Да на что сетовать, если даты рождения и кончины родоначальника господствующей династии до первого десятилетия XVII века включительно называются иногда с большой долей приблизительности, а отцовство храброго варяга может быть — подвергнуто обоснованному сомнению. Но так или иначе пытки, смертная казнь и убийства в качестве политического аргумента на территории государства Российского выдвигались практически на авансцену постоянно, но с большей или меньшей откровенностью. И только в XIX веке русское самодержавие в известной мере сдерживало варварскую ярость тех, кто обрел случайное право карать. Статистика, которая была невыгодна как большевистским историкам, так и историкам прогрессивного направления, поддерживавшим экстремистское освободительное движение, убедительно свидетельствует в пользу этого утверждения.

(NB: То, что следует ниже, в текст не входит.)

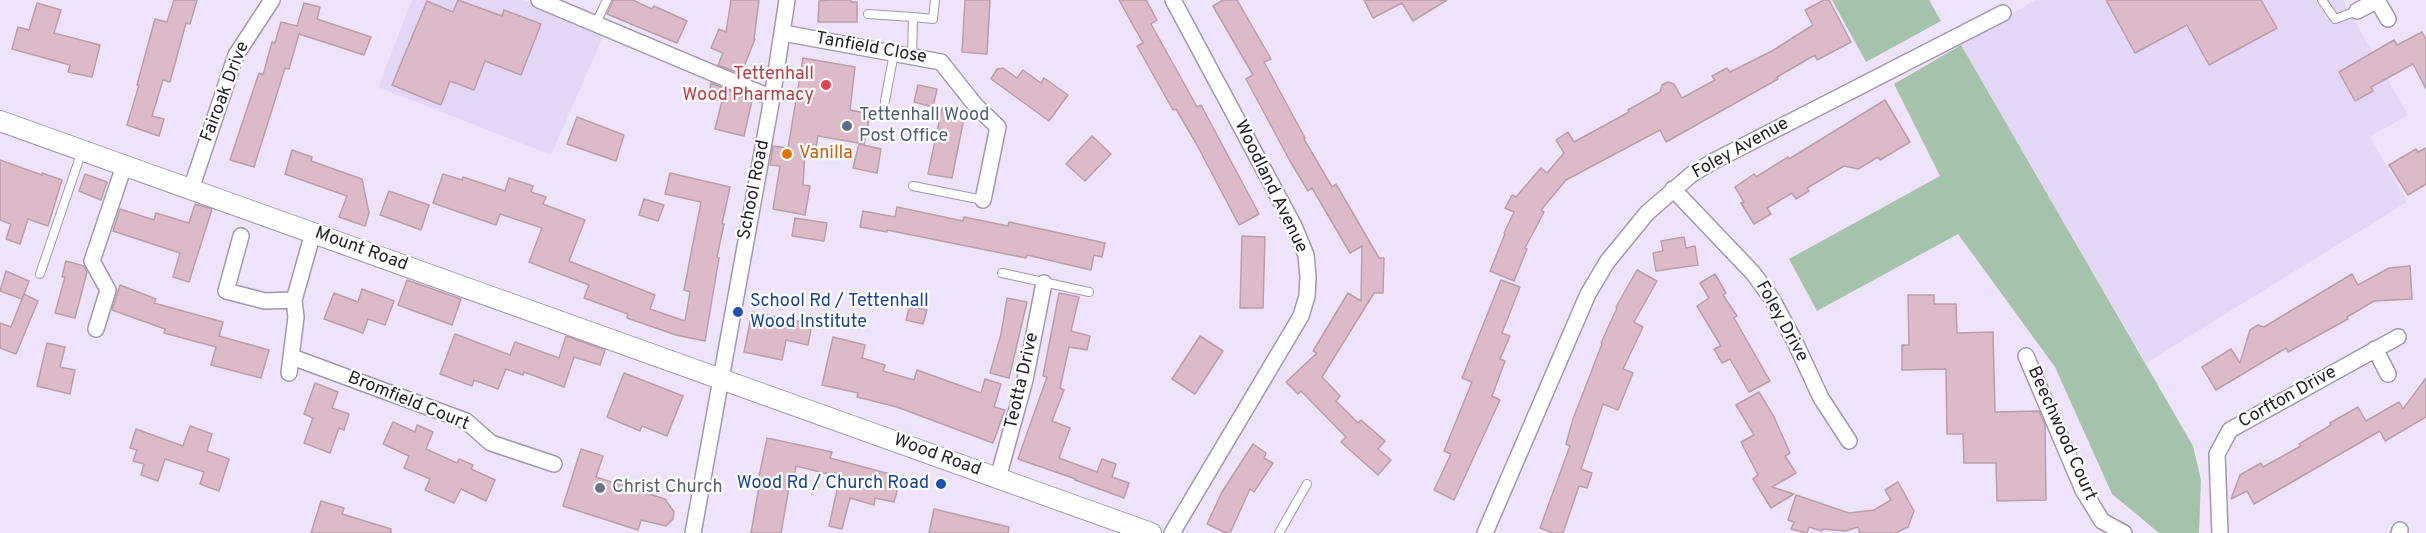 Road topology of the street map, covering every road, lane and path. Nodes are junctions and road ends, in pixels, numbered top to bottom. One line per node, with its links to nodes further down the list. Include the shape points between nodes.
1 (272, 0): 24 (street, Fairoak Drive, via 236,55)
2 (539, 0): 14 (street)
3 (607, 0): 14 (lane)
4 (787, 0): 15 (street, School Road)
5 (935, 0): 12 (lane, via 933,19)
6 (1173, 0): 48 (street, Woodland Avenue, via 1294,226 1308,277 1301,316)
7 (2322, 0): 9 (lane, via 2335,19)
8 (2378, 0): 9 (street); 13 (street)
9 (2356, 11)
10 (2003, 13): 25 (street, Foley Avenue, via 1714,161)
11 (868, 14): 12 (lane)
12 (913, 17): 17 (lane)
13 (2388, 19)
14 (596, 22): 18 (street)
15 (783, 33): 16 (street, Tanfield Close); 18 (street, School Road)
16 (894, 53): 17 (street, Tanfield Close); 19 (lane)
17 (912, 56): 26 (street, Tanfield Close, via 941,62 998,127)
18 (772, 98): 41 (street, School Road)
19 (885, 101)
20 (0, 121): 21 (street, Mount Road)
21 (82, 151): 22 (street, Mount Road); 30 (lane)
22 (124, 166): 24 (street, Mount Road); 34 (street, via 92,261 108,290)
23 (913, 186): 26 (lane)
24 (191, 189): 27 (street, Mount Road)
25 (1673, 189): 42 (street, Foley Drive, via 1753,273 1772,299 1821,398); 50 (street, Foley Avenue, via 1647,213 1607,262 1588,294)
26 (983, 200)
27 (313, 233): 33 (street); 41 (street, Mount Road)
28 (241, 236): 33 (street, via 226,291 265,301)
29 (1002, 273): 31 (lane)
30 (40, 274)
31 (1044, 283): 32 (lane); 44 (street, Teotta Drive, via 1025,380)
32 (1089, 292)
33 (294, 300): 38 (street)
34 (96, 329)
35 (2398, 337): 36 (street, Corfton Drive)
36 (2375, 349): 40 (street); 52 (street, Corfton Drive, via 2230,430 2217,454)
37 (2026, 356): 51 (street, Beechwood Court, via 2083,490 2102,521)
38 (292, 357): 39 (street); 43 (street, Bromfield Court, via 466,421 491,443)
39 (289, 373)
40 (2388, 374)
41 (722, 380): 44 (street, Wood Road); 46 (street, School Road)
42 (1849, 441)
43 (554, 464)
44 (998, 478): 47 (street, Wood Road)
45 (1307, 484): 49 (lane)
46 (693, 533)
47 (1151, 533)
48 (1172, 533)
49 (1280, 533)
50 (1485, 533)
51 (2124, 533)
52 (2220, 533)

Но пытки, смертные казни и убийства выступали в общественной жизни не только как политический аргумент. Они служили и для сведения счетов в быту, захвата имущества, наказания за преступления, использовались как способ давления при различных обстоятельствах и в массе иных случаев, в том числе и клинических. Очень часто клиника утяжеляла и искажала даже нашу призрачную и хилую юриспруденцию, особенно в XVI, XVII, XVIII и XX веках. Славный XIX век, когда русское самодержавие откристаллизовалось в сравнительно демократическую и гуманную форму правления, если соотнести ее с прошлой и будущей — социалистической — фазами, показал самое меньшее количество клинических проявлений при отправлении власти, и в первую очередь в процессе функционирования карательной и пенитенциарной системы.

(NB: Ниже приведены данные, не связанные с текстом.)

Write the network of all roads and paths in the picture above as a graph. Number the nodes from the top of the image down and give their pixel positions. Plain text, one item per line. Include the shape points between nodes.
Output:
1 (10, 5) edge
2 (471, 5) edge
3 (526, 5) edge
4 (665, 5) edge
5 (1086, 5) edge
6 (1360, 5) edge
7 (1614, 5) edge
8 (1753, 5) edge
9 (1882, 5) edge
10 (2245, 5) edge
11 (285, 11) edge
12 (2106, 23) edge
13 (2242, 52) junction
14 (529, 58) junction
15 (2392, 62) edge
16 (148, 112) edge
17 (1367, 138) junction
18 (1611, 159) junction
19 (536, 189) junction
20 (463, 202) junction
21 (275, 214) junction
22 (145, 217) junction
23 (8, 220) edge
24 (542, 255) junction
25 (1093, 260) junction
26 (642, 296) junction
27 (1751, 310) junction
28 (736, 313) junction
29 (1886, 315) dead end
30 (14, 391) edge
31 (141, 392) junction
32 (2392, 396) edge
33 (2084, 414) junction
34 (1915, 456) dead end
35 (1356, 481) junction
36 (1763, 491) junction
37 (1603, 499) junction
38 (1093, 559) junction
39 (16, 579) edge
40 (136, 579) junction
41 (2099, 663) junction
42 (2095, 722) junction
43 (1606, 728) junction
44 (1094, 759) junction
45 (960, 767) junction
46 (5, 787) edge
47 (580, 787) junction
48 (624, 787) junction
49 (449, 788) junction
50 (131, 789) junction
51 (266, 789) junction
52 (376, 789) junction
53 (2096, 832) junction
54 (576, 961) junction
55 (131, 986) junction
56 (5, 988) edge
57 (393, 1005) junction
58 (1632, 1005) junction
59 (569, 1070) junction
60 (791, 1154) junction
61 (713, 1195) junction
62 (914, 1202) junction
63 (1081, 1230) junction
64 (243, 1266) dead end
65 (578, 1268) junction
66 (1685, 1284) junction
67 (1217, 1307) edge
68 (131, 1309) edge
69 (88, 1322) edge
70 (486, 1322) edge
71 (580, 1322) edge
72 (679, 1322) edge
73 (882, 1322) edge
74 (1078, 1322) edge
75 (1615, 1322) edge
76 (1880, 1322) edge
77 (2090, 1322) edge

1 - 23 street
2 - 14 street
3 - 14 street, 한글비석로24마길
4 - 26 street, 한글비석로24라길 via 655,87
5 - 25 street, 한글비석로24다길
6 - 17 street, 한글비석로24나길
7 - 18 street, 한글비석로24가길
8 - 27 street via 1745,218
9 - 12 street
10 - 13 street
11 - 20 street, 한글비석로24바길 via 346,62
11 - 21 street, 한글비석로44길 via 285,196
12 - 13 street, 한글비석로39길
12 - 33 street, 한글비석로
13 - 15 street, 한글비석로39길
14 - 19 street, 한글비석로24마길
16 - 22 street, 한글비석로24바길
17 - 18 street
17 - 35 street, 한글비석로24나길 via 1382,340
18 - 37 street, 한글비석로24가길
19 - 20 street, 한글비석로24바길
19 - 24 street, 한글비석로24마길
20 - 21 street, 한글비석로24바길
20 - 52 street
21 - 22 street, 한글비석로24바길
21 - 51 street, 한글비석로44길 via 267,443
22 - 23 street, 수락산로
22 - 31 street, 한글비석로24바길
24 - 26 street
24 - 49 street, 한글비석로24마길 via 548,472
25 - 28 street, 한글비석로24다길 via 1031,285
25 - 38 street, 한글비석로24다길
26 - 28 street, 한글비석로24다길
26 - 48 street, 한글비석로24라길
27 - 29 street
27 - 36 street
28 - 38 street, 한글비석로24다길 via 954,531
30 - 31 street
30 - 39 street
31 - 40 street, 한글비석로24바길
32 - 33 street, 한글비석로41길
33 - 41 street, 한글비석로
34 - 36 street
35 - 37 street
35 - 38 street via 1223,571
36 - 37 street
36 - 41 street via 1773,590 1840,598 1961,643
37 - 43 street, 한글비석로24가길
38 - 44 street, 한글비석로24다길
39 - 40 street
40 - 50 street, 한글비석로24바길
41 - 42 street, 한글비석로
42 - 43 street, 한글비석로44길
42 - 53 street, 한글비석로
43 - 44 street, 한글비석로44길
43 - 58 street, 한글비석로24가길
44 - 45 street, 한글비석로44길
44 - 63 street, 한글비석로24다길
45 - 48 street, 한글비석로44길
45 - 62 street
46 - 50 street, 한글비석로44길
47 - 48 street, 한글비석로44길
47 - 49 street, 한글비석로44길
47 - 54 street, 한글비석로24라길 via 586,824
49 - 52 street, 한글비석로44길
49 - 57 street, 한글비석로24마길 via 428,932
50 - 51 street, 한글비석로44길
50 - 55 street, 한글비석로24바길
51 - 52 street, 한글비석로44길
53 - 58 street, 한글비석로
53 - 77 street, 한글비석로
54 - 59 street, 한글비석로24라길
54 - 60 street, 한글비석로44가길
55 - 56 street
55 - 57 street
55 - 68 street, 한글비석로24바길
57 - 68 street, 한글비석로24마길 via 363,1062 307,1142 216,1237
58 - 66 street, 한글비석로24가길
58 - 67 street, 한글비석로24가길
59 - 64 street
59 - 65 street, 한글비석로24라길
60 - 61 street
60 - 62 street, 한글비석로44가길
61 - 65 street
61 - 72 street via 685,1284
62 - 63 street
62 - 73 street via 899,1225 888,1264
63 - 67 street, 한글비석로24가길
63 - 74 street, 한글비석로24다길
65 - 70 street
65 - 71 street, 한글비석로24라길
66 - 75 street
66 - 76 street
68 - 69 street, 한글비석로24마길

Скользящее упоминание в летописях обо всех этих подвигах удивляет и огорчает прежде всего. Объясняется такая фигура неполного умолчания и неискренностью и ложной патриотичностью самих авторов, подпитываемой официальными запретами, и политически ориентированной редактурой. Достаточно обратить внимание, что Иоанн IV вмешивался в составление летописей, делая замечания, поправки и дополнения. Разумеется, он влиял и на характер текста. Зная его полемические способности, идеологические пристрастия и стремление выдать черное за белое и желаемое за действительное, можно себе легко представить, в какую сторону трансформировали реальность запуганные и беззащитные Пимены. Их потомки шли проторенной и удобной дорогой.